$1.95M Bridging Loan Prevents Settlement Delay

Abstract Bridging Finance artwork representing a bridging loan used to complete a property purchase while awaiting the imminent sale of an existing home.

Property settlements don't always line up perfectly.

Assetline structured a $1.95 million bridging loan that enabled a borrower to settle on their new property while waiting for the imminent settlement of their existing home, avoiding costly delays and protecting the purchase.


The Scenario

A borrower had exchanged contracts on a new owner-occupied property with a fixed settlement date.

Their existing home had also been sold, with settlement scheduled shortly afterwards.

When the purchaser of the existing property requested a delayed settlement, the borrower was left with a funding gap that threatened the purchase of their new home.

Without additional finance, the borrower faced:

  • Missing settlement on the new property

  • Potential penalty interest

  • The risk of losing the purchase

  • Significant disruption to their planned move

The exit strategy remained clear—the existing property was under contract and due to settle shortly after.


Why Traditional Lending Wasn't the Right Fit

Traditional lending often assumes property settlements will occur exactly as planned.

In reality, settlement dates frequently change due to finance approvals, legal processes or purchaser requests.

Even when the sale is unconditional, a short timing gap can leave borrowers without access to the funds needed to complete their purchase.

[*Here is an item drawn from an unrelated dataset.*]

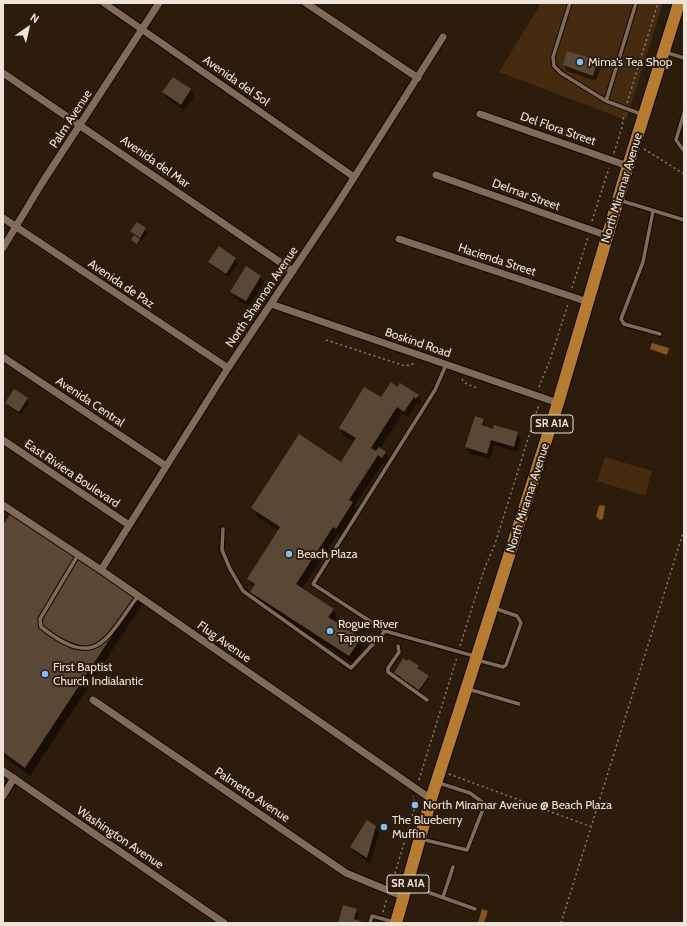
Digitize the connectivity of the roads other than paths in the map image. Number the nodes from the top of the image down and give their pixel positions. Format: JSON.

Where the sale is imminent and the exit is clearly documented, bridging finance can provide the certainty required to complete the transaction.

The Assetline Solution

Assetline structured a $1.95 million bridging facility designed around the temporary funding gap.

The solution included:

  • $1.95 million bridging loan

  • 68% LVR

  • Short-term facility

  • Interest capitalised

  • Owner-occupied security

  • Exit via the imminent settlement of the existing property

The facility allowed the borrower to settle on their new home on time while waiting for the proceeds from the existing property's sale.


"Bridging finance isn't just about buying before selling. It's about providing certainty when settlement dates change and timing falls outside the borrower's control."

Arthur Karvelas

State Manager -VIC/TAS


Deal Snapshot

Loan Amount

$1.95 million

Product

Bridging Finance

Loan Purpose

Settlement Gap

Location

Victoria

Security

Owner-Occupied Residential Property

LVR

68%

Repayments

Interest Capitalised

Exit Strategy

Imminent Sale of Existing Property


Why This Structure Worked

The borrower didn't need a long-term lending solution.

They simply needed enough time for two settlements that no longer aligned.

With the existing property already under contract and settlement imminent, Assetline was able to structure a bridging facility around the temporary funding gap, allowing the purchase to proceed without unnecessary pressure.


Common Bridging Finance Scenarios We Assist With

Assetline regularly helps brokers with:

  • Settlement delays

  • Bridging loans pending property sale

  • Imminent sale bridging finance

  • Owner-occupied bridging loans

  • Property chain settlement gaps

  • Purchase settlements before sale proceeds are received

  • Short-term residential funding

  • Time-critical property transactions



Frequently Asked Questions

What is a settlement gap loan?

A settlement gap loan is a type of bridging finance that provides short-term funding where the purchase of a property settles before the proceeds from the sale of another property are received.

Does the existing property need to be under contract?

Typically, bridging finance relies on a documented exit strategy. An existing property that has exchanged contracts and is due to settle can provide a clear repayment pathway, subject to lending assessment.

Are monthly repayments required?

No. Eligible bridging facilities may include capitalised interest, meaning no monthly repayments are required during the loan term.

How long can a bridging loan run?

Assetline offers bridging finance with terms of up to 18 months, subject to assessment.